Hi everyone, talking of payloads, does anyone know approx how much fitting cab air con adds to the weight of the van? cheers, Jeffus.


----------



## 88915

*payload*

to sonesta

The payload is the difference between the standard load (inc some water, fuel & driver) and the plated gross vehicle weight. Look under the bonnet of the van & you will see a plate that gives figures in kilos
There should be 4 from memory:-
first is maximum vehcle weight (eg 3500), this is the maximum load. You can be prosecuted if you are over this, it also invalidates your insurance.
second & third are the weights for each axle (for distribution of the total weight) and the 4th will be the maximium train weight (van plus any trailer).
it gets more confusing - my pilote has 3 plates - one by fiat for the orignal chassis, one by al-ko when the extended chassis was fitted, and one by pilote uprating it to 3850.

My problem is finding a weighbridge - west sussex are not exactly very helpful in providong this.


----------



## Boff

*Re: Air con*

Hi Jeffus!



Jeffus said:


> Hi everyone, talking of payloads, does anyone know approx how much fiiting cab air con adds to the weight of the van?


About 35 kilograms. Depends a bit on the model of the aircon and the van.

Best Regards,
Gerhard


----------



## Jeffus

*Ta*

Good man Gerhard, many thanks for your air con info, much appreciated, Cheers, Jeffus. 8)


----------



## 88915

*payload*

with ref to my posting above, West sussex have come up with the details on weighbridges - just a few miles away and only £3.53! Ask your local trading standards office & they will give you a list of companies with weighbridges.

It makes you wonder how some of the manufacturers get away with selling vans that when loaded are obviously going to be over the plated weight. My pilote weighed in at 3360kg with half a tank of water and fuel, driver and kitted out (excluding bikes) by the time the wife and bikes are added and booze to come back from france we would be well over the top if it hadn't been uprated to 3850kg. 
The continental vans obviously try to keep under 3500kg because of the licensing restrictions, but we've no such problem here - it's only cost that they are considering. I don't think the dealers know anything about weights - they go on adding extras to get sales. I agree with the comments above - get definitive weights before buying.


----------



## 89122

Just had my Rapido 786F weighed, fully loaded with a 13kg and 6 kg gas bottles, 90% water, full fuel tank etc.
gross weight 3400kg
front axle 1500kg
rear axle 1900kg
it is a 3850kg chassis so I am well inside the limits thankfully
Eddie


----------



## Rapidoman

On the point of uprating the chassis to 3850kg. This can be done on the Alko chassis for £250? Im getting my Rapido from Brownhills Cannock & they can uprate for the higher payload for this price???


----------



## 92180

I have a good payload according to the sales data but am still confused by the plates on the unit. The side plate states 5200 gross, the Alko plate under the bonnet states 5500 gross. As the MH has 6 wheels all shod with disc brakes and ABS I would think that the brakes are not an issue. I can see the limits of the Alko axel but when I spoke to the VOSA office locally they were confused as to why a Ducato maxi van with 4 wheels could be plated at 5 tonnes and yet another axel only gave 200 to 500kgs. 
They thought that the manufacturers were unwilling to go to the additional ex[pense of re plating the entire unit and only took the cab manufacturers figures 

They gave me no reason to think that engineering wise the chassis limit was 5200 or 5500 kgs but thought it would carry quite a large safety factor. 

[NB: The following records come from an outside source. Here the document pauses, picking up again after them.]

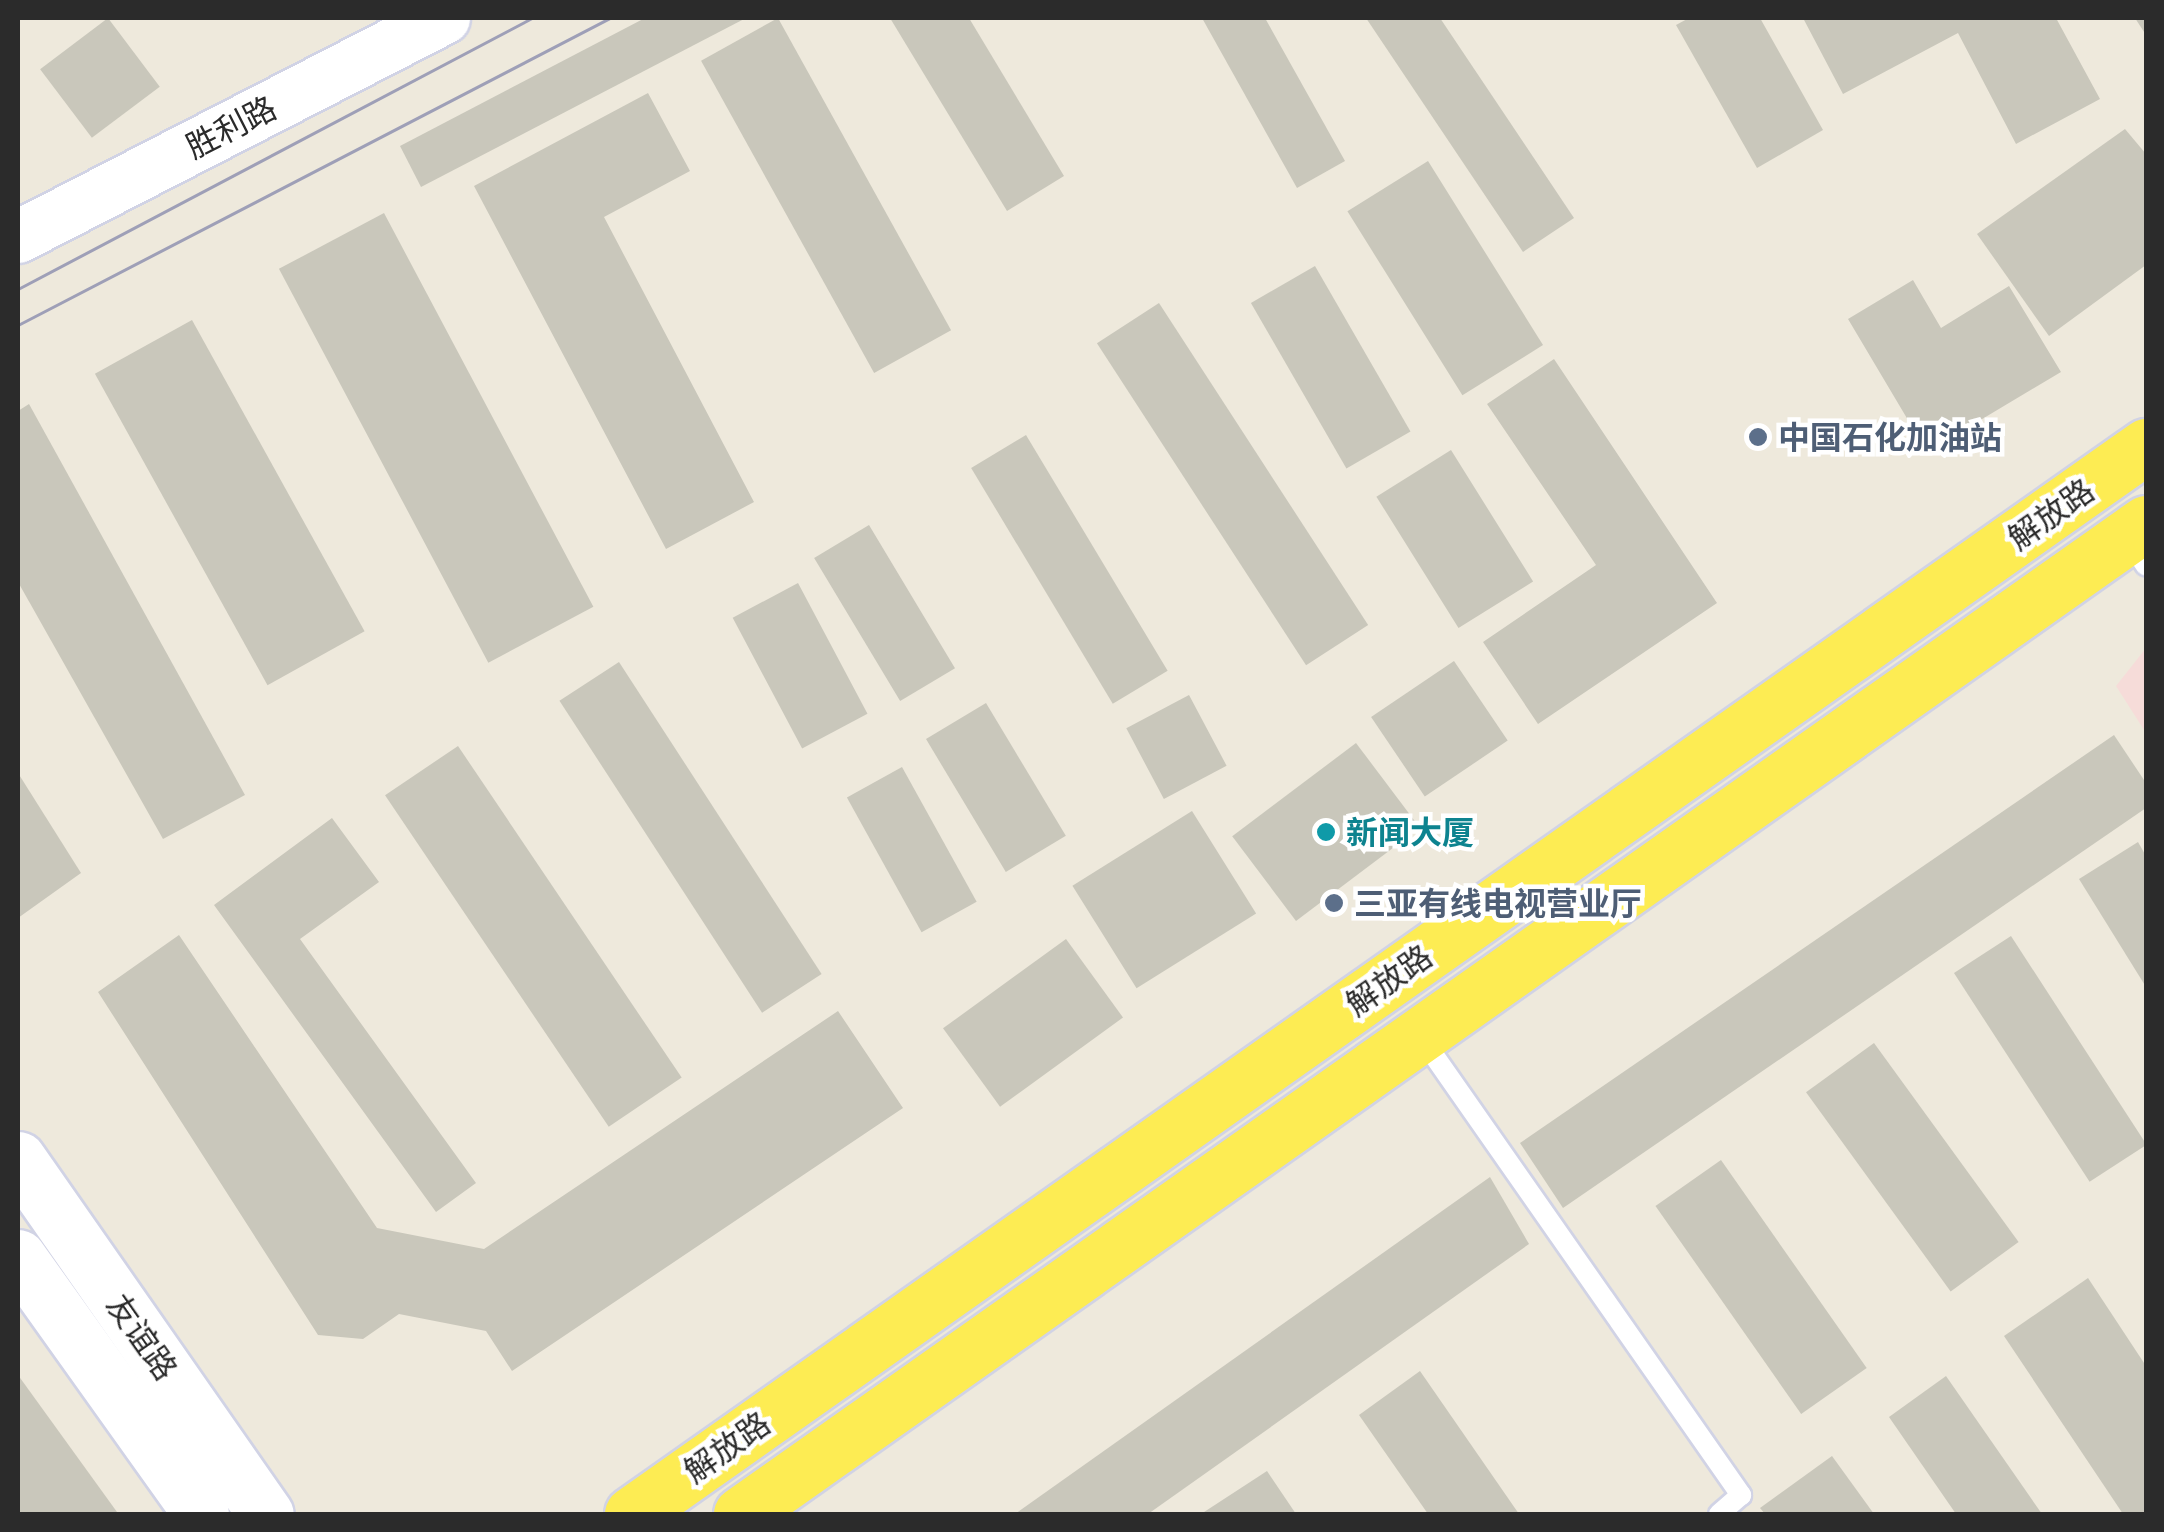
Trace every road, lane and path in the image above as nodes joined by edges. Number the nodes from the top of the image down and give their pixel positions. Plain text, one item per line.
1 (444, 18) edge
2 (18, 236) edge
3 (2146, 446) edge
4 (2140, 542) edge
5 (1420, 1035) junction
6 (18, 1159) edge
7 (18, 1257) edge
8 (201, 1514) edge
9 (266, 1514) edge
10 (632, 1514) edge
11 (741, 1514) edge
12 (1719, 1514) edge

1 - 2 street, 胜利路
3 - 10 main road, 解放路
4 - 5 main road, 解放路
5 - 11 main road, 解放路
5 - 12 lane
6 - 9 main road, 友谊路
7 - 8 main road, 友谊路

I believe that when cars are built the manufacturers have a 120% factor on all items related to the engine output - by that I mean if a car has an output of say 100bhp then the brakes, suspension etc is rated at 120bhp. 

I have yet to take my unit to a weighbridge but will do so soon complete with car on trailer and see what the story is.


----------



## RobinHood

Rapidoman said:


> On the point of uprating the chassis to 3850kg. This can be done on the Alko chassis for £250? Im getting my Rapido from Brownhills Cannock & they can uprate for the higher payload for this price???

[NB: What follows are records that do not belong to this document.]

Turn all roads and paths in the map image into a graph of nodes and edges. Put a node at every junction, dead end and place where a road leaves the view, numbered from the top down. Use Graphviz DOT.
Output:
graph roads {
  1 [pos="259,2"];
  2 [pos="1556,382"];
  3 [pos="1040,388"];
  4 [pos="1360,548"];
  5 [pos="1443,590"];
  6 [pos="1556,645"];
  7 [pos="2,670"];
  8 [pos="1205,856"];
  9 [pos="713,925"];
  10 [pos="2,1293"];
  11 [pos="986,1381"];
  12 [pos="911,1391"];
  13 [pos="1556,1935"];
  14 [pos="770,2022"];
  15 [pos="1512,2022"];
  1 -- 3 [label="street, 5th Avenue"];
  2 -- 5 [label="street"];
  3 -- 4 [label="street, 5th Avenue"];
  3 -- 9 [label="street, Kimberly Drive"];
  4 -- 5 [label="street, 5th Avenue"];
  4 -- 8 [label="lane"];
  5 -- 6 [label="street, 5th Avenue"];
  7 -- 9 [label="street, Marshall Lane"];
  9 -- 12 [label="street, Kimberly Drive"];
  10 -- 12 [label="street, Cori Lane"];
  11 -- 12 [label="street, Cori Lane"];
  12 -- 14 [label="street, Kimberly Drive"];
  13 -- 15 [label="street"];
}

AFAIK, as long as you arrange at time of order (or more probably before registration) all Rapidos delivered on the maxi chassis (which I think is the majority of them) will be plated and registered at 3850kg *free*.

Certainly was the case with mine (Brownhills Newark).

I would personally certainly recommend such a move on balance, but be aware there are also restrictions and drawbacks associated with driving a vehicle above 3500kg.


----------



## camoyboy

Rapidoman,
You should be able to get your new Rapido at 3850kg for no extra charge if you order it that way, as Robinhood says there are some other issues with the higher weight limit.
Asgard,
Your weights should come from the ALKO plate, as this is the chassis you are running, check with your log book to see what it says in there. I do not know of a 4 wheel Ducato that will take 5 tonnes. AFAIK, with air suspension, you can get plated up to 4100kg as a max.
Colin


----------



## Rapidoman

Thanks for the info guys  

Have ordered mine on the alko chassis so will be a bonus if it is plated at 3850kg! and i only ordered that because it was gonna take till September to get a Rapido on a Fiat chassis, where on the alko im expecting a May delivery


----------



## RobinHood

Rapidoman said:


> Thanks for the info guys
> 
> Have ordered mine on the alko chassis so will be a bonus if it is plated at 3850kg! and i only ordered that because it was gonna take till September to get a Rapido on a Fiat chassis, where on the alko im expecting a May delivery


I wouldn't rely on it by default. I would suggest contacting your salesman and making sure Brownhills understand your preference. The plating at 3500 or 3850 is an option (with 3500 documented as the default). The option of 3850 is free, and has no physical effect on the vehicle, other than a weight plate at the higher level.


----------



## 95960

*A huge weight lifted*

After reading some of these posts last year, started to get concerned. Paid an unofficial visit to a scottish quarry one night, (their weigh bridge lights were still on, but no one was home). We weighed in at 3870Kg, and this was a light weight scottish trip without the fleet of boards, kayak and bikes that we take when further afield.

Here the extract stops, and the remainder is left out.